## Exercise material
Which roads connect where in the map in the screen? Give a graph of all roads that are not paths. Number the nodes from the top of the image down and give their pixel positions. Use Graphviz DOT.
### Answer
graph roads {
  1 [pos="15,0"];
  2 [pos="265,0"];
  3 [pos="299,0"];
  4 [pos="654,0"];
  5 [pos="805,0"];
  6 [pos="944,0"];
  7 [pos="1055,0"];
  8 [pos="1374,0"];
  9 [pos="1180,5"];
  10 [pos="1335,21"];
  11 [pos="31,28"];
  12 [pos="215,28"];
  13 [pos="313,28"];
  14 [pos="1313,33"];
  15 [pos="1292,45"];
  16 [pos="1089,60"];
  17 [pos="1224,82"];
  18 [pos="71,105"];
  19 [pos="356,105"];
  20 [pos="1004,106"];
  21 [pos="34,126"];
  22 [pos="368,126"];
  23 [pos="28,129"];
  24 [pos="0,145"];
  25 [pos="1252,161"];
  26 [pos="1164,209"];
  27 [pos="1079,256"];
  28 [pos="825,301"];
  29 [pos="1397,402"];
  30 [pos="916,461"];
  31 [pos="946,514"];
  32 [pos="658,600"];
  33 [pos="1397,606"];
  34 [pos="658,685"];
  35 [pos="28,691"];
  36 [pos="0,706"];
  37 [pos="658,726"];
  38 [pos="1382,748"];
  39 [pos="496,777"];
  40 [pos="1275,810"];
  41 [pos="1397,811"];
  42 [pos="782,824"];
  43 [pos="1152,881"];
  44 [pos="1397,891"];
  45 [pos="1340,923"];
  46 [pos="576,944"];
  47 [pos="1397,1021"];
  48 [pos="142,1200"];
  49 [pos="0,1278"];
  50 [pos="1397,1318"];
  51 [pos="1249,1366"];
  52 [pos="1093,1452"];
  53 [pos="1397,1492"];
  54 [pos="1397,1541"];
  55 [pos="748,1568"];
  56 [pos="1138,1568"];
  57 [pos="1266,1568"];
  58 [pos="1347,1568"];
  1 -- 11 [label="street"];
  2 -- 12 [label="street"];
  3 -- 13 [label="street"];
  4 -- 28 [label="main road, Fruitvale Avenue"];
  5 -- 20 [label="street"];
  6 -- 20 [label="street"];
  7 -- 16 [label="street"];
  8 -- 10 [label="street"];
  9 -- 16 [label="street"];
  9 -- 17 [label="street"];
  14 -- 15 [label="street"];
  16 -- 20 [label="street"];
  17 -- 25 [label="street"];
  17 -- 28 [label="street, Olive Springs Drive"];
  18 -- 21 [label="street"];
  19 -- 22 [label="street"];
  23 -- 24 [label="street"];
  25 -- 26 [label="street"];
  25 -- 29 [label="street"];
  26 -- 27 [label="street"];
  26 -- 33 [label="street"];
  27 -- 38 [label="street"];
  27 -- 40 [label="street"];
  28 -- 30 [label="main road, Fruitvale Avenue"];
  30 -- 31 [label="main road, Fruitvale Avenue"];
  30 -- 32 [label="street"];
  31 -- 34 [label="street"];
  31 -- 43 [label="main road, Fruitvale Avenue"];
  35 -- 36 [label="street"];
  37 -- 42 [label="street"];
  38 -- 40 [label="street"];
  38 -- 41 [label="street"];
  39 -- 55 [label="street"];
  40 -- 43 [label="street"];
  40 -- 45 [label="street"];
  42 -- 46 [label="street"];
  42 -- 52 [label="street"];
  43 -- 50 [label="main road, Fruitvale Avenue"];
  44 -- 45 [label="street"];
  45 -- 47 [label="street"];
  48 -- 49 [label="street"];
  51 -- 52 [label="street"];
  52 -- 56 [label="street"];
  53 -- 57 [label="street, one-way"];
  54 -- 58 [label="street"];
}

## Task brief
Look for the word "roads". Copy out every line of the data that has it.

## Response
Which roads connect where in the map in the screen? Give a graph of all roads that are not paths. Number the nodes from the top of the image down and give their pixel positions. Use Graphviz DOT.
graph roads {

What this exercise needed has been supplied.